Continuation of front page (56) References JP-A-4-47677 (JP, A) JP-A-5-47417 (JP, A) JP-A-5-74491 (JP, A) JP-A-5-326016 (JP) , A) (58) Field surveyed (Int.Cl. ⁷ , DB name) H01M 10/40 H01M 6/16

Claims (3)

(57) [Claims] 1. An organic electrolyte battery comprising a negative electrode, a positive electrode and an electrolyte, wherein -SO _2-
A second electrolyte comprising a bond or -CO- bond and an alkali metal or alkaline earth metal salt having an alkyl group of 2 to 15 carbon atoms, -SO ₂ - bond or -CO- binding
Alkali having a lower molecular weight than the second electrolyte
Metal, alkaline earth metal or quaternary ammonium salts
An organic electrolyte battery using a first electrolyte comprising: 2. An organic electrode comprising a negative electrode, a positive electrode and an electrolyte.
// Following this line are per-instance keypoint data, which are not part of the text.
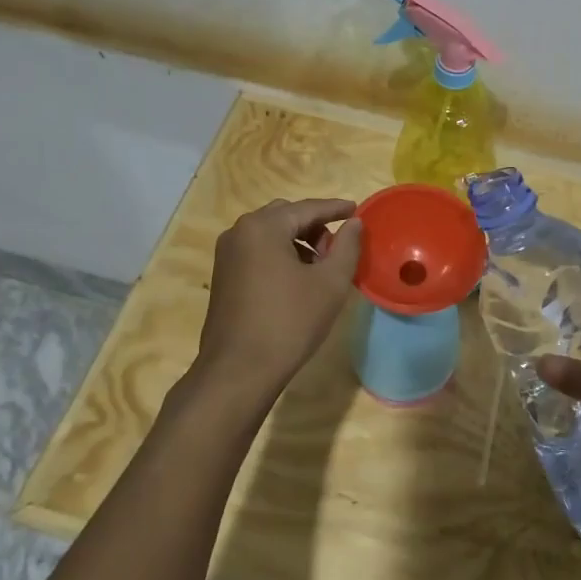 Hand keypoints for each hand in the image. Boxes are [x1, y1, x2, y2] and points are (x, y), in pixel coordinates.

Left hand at [186, 198, 362, 417]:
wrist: (239, 371)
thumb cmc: (289, 322)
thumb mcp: (330, 283)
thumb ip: (347, 246)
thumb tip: (354, 223)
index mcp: (263, 227)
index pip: (308, 208)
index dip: (335, 209)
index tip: (357, 210)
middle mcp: (239, 232)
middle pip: (285, 216)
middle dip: (315, 226)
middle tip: (338, 246)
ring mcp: (226, 254)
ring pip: (270, 234)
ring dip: (297, 241)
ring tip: (321, 266)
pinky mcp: (223, 275)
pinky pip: (257, 251)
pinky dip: (280, 254)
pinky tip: (297, 279)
In the electrolyte battery, carbonate is used as a solvent for the electrolytic solution.
, Esters and sulfolane
90% by volume or more of all solvents alone or as a mixture of two or more
Used, as an electrolyte of the electrolytic solution, -SO ₂ - bond, or -
A having a CO-bond and an alkyl group having 2 to 15 carbon atoms;
A second electrode comprising a salt of a alkali metal or alkaline earth metal
A first electrolyte having a molecular weight smaller than that of the second electrolyte;
An organic electrolyte battery using: 3. A first electrolyte of the electrolytic solution, A alkali metal,
3. The organic electrolyte battery according to claim 2, comprising a salt of an alkaline earth metal or a quaternary ammonium.